- Your objective
Filter these entries, keeping only lines that hold the word "highway".

Collected data
※

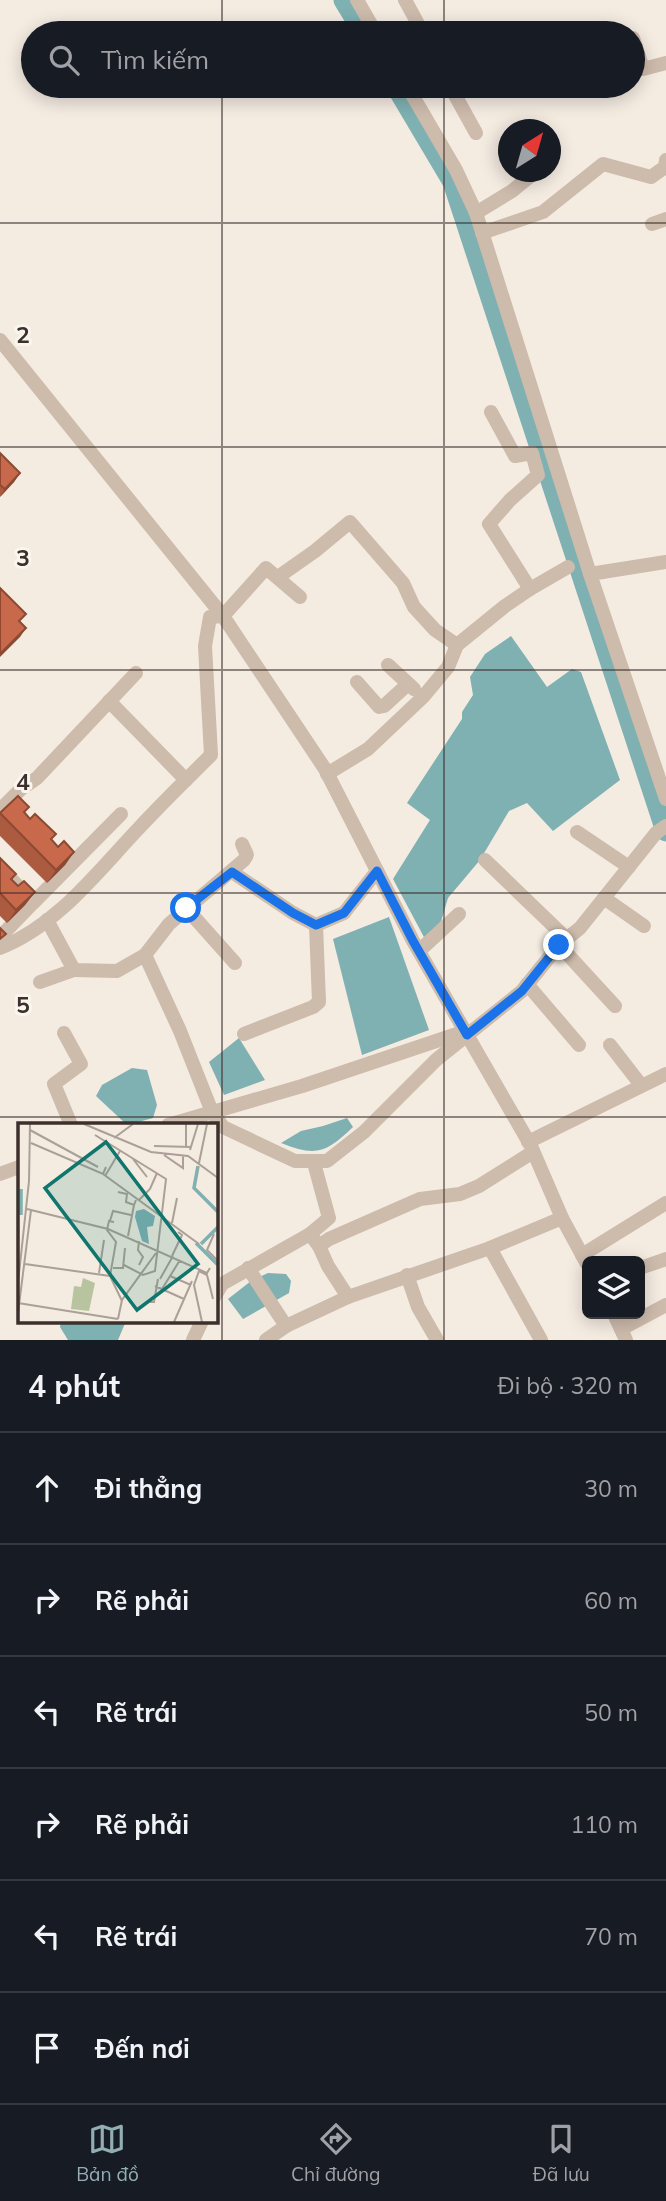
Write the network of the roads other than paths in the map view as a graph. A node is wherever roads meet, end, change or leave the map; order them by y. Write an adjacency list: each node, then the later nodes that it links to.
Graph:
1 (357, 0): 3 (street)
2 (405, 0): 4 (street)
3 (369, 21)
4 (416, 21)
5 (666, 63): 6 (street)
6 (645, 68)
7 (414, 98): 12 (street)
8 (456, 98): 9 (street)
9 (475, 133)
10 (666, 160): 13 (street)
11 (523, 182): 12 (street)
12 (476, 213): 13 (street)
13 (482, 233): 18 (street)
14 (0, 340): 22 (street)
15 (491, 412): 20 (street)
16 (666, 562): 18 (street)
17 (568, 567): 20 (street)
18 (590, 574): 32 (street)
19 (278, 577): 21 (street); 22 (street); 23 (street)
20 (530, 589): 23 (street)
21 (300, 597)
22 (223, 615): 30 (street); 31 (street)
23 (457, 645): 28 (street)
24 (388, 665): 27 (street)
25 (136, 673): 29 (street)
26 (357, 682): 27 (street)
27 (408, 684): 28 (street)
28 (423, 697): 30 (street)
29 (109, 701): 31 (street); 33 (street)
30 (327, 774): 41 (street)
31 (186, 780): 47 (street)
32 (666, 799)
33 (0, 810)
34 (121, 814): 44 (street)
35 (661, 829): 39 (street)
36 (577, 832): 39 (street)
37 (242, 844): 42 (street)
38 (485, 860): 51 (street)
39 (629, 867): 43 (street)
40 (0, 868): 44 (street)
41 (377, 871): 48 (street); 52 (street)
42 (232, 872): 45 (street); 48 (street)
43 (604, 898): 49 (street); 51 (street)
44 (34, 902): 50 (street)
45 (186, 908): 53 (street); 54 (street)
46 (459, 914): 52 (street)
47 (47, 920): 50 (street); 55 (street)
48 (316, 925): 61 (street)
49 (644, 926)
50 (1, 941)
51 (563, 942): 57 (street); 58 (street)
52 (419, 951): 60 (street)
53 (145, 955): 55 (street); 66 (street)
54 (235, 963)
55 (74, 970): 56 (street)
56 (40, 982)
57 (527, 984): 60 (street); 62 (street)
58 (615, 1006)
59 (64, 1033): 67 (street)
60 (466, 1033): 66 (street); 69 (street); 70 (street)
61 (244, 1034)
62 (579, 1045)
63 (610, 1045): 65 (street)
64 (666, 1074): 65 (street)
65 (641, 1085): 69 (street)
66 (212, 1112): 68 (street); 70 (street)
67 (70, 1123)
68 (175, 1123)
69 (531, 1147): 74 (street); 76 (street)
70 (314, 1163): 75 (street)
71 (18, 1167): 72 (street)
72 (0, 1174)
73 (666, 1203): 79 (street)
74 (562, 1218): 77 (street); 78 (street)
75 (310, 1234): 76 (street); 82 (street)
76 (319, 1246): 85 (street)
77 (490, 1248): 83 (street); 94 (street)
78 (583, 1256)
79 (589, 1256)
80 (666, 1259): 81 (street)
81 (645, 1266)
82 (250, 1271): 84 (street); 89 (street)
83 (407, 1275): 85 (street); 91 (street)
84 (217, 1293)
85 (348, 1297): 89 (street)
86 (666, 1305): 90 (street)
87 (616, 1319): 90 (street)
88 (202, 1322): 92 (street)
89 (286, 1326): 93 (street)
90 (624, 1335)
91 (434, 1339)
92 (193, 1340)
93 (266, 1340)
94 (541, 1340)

※

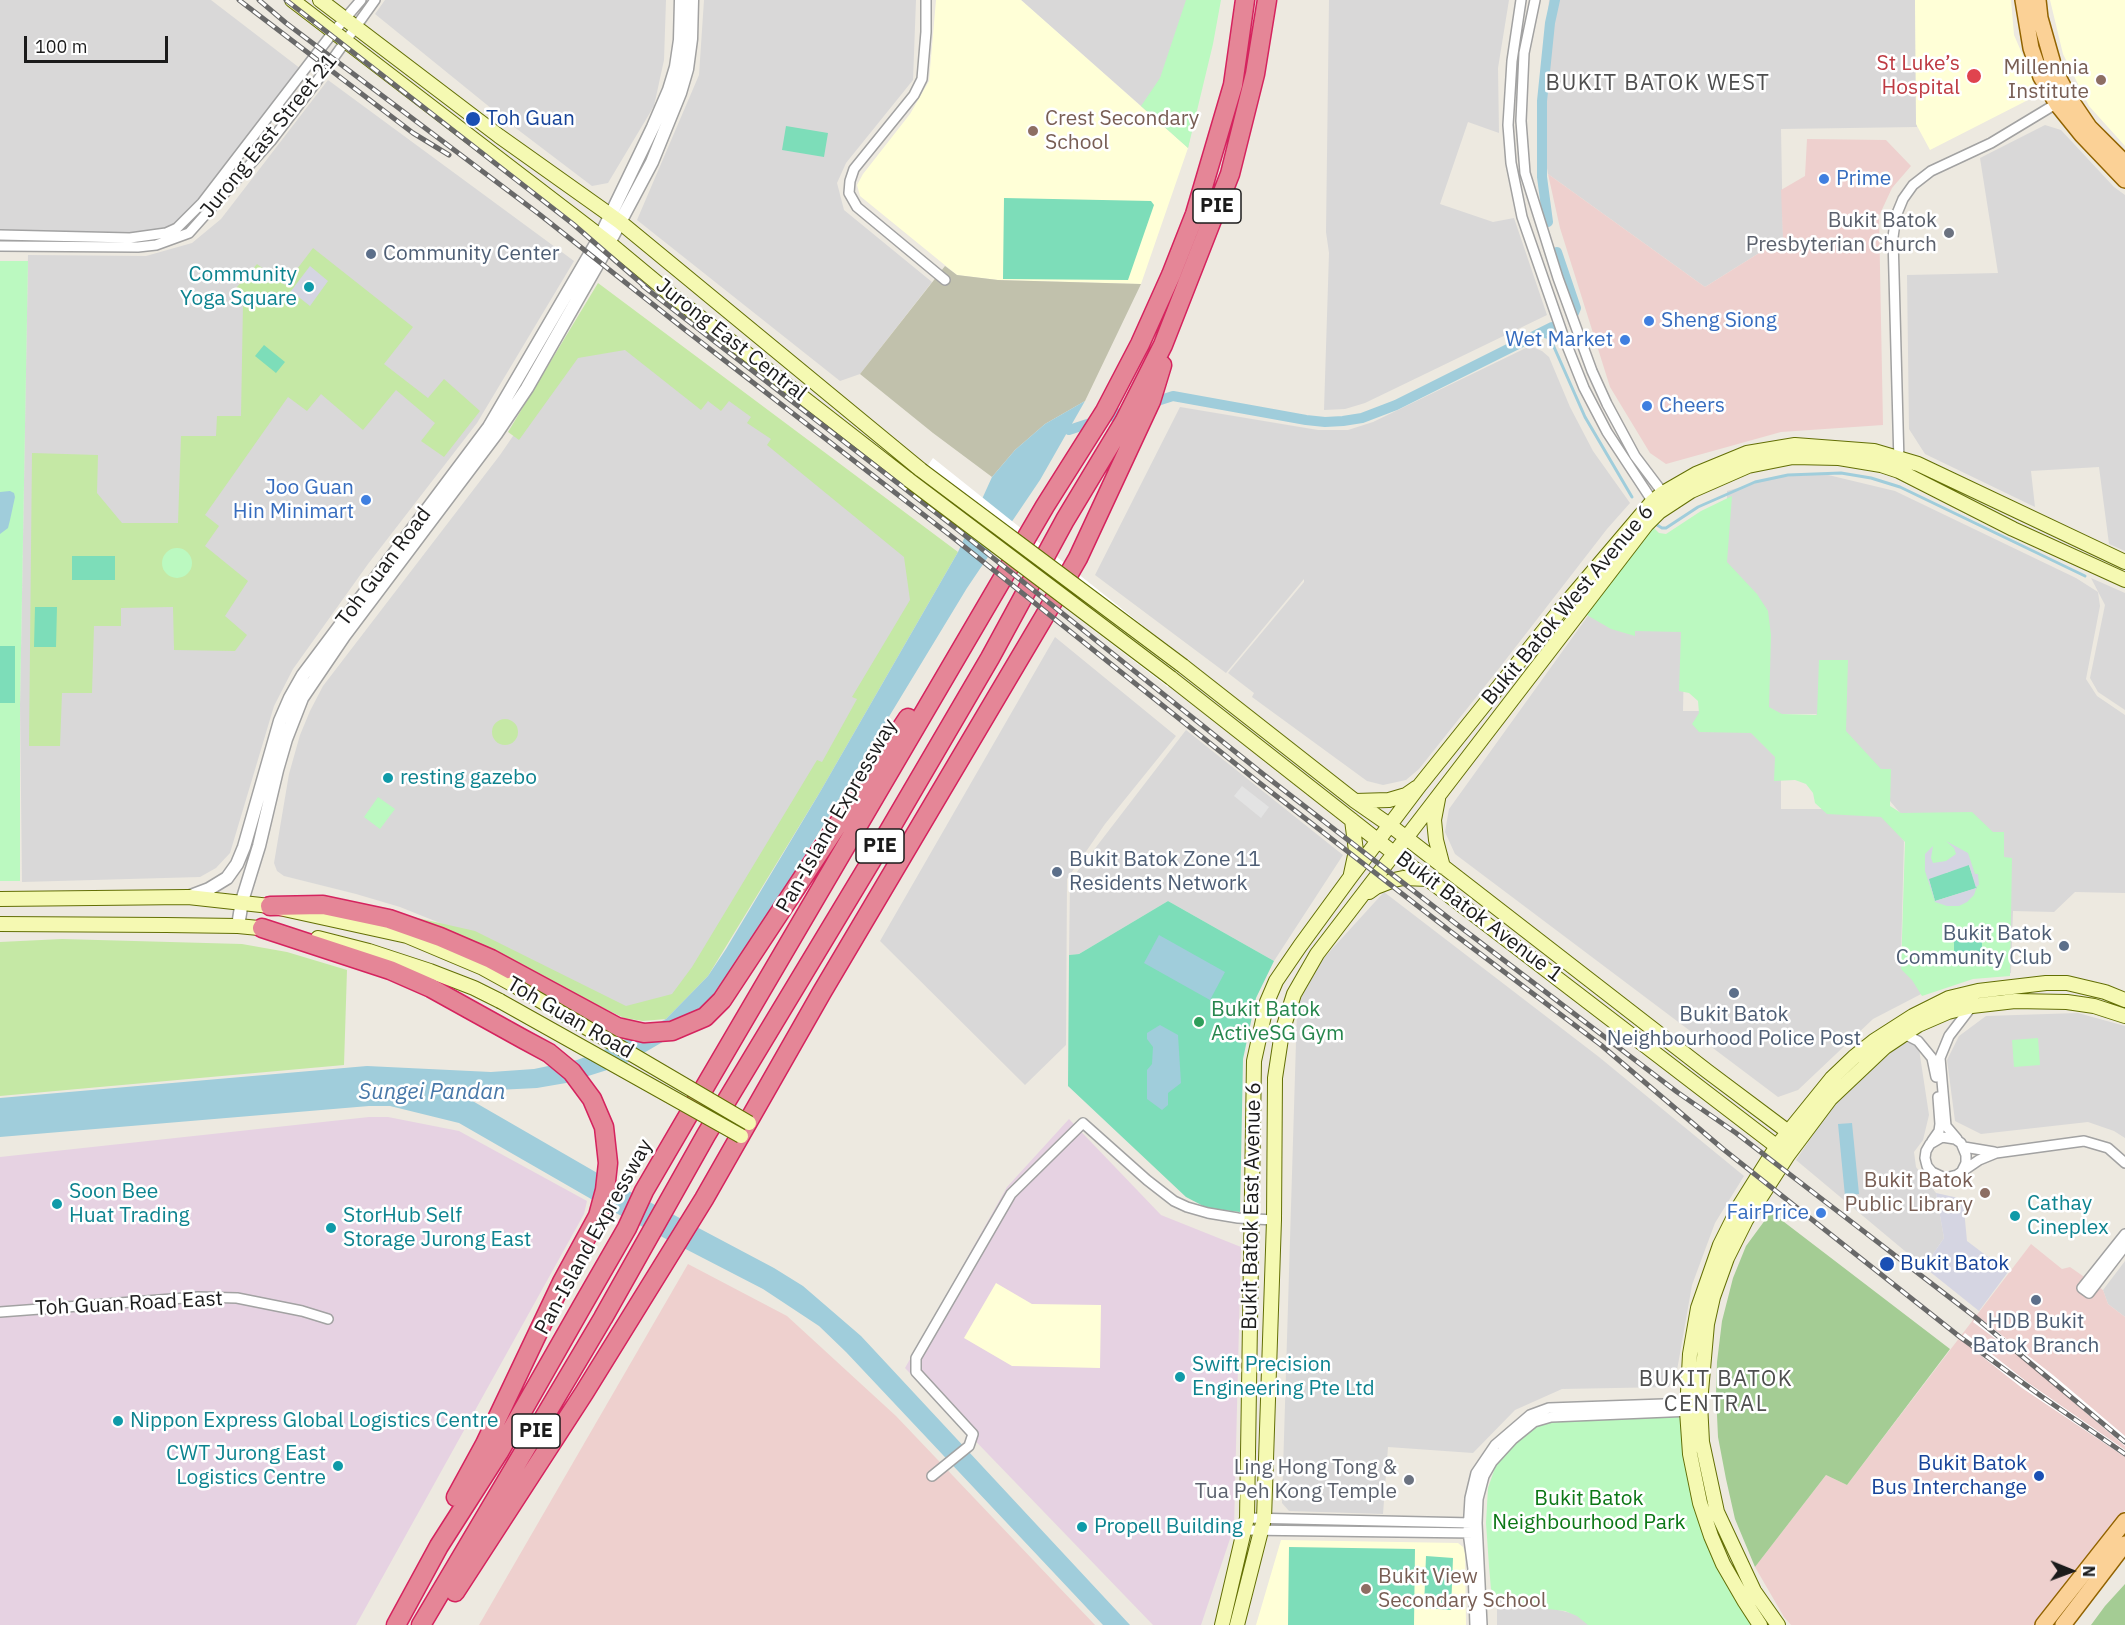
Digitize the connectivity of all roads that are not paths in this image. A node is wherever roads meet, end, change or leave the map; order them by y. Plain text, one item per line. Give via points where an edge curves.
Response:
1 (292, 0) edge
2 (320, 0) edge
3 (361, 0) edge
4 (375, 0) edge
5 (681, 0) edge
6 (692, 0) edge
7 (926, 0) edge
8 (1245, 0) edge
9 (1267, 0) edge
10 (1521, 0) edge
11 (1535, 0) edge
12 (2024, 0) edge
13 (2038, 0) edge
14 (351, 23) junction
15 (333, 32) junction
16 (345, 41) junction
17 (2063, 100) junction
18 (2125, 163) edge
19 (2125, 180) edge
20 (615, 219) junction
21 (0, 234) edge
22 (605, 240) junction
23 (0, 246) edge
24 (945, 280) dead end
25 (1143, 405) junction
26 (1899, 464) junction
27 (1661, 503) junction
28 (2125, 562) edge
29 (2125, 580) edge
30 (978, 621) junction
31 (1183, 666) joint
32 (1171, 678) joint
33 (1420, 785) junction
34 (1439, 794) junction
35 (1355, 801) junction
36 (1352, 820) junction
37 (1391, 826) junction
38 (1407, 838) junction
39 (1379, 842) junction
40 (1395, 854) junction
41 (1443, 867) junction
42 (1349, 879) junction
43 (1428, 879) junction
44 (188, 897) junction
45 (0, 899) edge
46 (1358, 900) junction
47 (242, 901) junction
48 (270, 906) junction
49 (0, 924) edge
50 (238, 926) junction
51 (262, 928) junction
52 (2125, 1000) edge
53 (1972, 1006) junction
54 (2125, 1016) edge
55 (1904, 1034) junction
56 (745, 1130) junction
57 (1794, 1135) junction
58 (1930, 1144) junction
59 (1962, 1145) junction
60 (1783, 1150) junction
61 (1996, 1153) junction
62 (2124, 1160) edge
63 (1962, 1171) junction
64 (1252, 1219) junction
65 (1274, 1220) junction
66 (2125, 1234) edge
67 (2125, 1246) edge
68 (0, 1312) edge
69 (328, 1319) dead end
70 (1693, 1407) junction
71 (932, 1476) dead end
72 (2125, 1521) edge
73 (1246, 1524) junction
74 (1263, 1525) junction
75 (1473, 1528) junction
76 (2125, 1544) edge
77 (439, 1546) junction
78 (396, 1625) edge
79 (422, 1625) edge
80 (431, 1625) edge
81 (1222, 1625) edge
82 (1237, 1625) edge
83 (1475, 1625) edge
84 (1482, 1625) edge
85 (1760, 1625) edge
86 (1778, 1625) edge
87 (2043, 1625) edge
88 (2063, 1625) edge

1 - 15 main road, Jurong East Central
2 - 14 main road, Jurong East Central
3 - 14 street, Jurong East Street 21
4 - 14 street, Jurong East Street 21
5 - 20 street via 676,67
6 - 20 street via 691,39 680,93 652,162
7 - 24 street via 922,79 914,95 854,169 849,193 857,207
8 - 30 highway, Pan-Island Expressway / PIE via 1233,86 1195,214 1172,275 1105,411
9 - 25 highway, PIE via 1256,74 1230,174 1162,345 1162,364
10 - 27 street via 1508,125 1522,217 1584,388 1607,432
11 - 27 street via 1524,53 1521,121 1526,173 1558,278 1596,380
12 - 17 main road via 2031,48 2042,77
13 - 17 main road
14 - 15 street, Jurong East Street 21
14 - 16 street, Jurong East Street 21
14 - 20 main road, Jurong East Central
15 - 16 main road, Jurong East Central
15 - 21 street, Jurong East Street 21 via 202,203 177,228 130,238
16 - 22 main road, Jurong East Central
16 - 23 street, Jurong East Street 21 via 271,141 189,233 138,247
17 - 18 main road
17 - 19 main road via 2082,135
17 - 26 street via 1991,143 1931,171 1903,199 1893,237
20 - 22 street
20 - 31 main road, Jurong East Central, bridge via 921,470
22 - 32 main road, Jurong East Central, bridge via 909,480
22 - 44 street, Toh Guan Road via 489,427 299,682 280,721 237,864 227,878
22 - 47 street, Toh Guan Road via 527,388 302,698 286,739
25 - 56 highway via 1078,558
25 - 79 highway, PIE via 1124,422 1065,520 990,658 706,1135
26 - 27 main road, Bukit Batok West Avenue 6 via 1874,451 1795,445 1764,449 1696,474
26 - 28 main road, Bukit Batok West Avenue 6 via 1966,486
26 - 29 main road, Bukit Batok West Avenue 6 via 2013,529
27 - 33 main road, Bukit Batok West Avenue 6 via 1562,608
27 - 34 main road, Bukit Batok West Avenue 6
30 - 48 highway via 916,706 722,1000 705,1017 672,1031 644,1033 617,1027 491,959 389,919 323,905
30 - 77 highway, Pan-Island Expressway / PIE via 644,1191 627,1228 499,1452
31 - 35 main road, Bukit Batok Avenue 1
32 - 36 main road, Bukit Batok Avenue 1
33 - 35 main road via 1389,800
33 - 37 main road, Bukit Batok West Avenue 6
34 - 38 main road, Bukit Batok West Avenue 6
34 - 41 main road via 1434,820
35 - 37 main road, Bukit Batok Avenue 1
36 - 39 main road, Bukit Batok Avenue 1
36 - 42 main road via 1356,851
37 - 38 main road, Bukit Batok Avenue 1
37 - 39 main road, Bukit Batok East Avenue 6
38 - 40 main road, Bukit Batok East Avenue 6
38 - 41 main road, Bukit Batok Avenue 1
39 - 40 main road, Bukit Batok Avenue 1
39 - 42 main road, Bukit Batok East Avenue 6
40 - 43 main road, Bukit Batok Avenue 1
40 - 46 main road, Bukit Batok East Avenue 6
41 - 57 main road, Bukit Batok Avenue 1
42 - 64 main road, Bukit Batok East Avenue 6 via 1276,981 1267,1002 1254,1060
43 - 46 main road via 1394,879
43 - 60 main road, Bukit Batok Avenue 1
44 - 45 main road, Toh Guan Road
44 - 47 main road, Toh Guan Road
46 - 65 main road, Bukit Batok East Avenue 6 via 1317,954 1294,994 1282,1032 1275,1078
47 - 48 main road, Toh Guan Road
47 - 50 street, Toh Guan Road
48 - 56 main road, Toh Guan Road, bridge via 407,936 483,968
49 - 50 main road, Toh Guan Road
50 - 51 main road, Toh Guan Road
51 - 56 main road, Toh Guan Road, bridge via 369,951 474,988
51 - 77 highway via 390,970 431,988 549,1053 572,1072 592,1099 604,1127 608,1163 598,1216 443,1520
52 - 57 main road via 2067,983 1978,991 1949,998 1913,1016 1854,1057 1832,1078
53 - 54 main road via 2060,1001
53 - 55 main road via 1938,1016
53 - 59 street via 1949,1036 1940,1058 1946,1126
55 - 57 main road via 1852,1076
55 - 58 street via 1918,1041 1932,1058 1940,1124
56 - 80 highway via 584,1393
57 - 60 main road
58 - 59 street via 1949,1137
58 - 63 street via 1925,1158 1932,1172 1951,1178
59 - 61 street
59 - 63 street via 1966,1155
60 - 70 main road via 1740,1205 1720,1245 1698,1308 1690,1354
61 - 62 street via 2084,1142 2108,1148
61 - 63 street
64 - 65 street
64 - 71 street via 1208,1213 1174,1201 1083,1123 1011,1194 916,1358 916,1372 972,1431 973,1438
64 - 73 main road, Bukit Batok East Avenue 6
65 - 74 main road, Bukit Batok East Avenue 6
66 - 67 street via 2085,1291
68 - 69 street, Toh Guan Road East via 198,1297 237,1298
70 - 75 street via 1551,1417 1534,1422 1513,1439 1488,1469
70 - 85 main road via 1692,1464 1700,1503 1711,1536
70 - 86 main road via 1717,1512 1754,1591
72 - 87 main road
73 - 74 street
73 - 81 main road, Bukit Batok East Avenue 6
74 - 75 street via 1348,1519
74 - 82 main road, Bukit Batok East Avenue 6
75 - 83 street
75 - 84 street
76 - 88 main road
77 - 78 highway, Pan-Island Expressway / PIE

※

- Written answer
8 - 30 highway, Pan-Island Expressway / PIE via 1233,86 1195,214 1172,275 1105,411
9 - 25 highway, PIE via 1256,74 1230,174 1162,345 1162,364
25 - 56 highway via 1078,558
25 - 79 highway, PIE via 1124,422 1065,520 990,658 706,1135
30 - 48 highway via 916,706 722,1000 705,1017 672,1031 644,1033 617,1027 491,959 389,919 323,905
30 - 77 highway, Pan-Island Expressway / PIE via 644,1191 627,1228 499,1452
51 - 77 highway via 390,970 431,988 549,1053 572,1072 592,1099 604,1127 608,1163 598,1216 443,1520
56 - 80 highway via 584,1393
77 - 78 highway, Pan-Island Expressway / PIE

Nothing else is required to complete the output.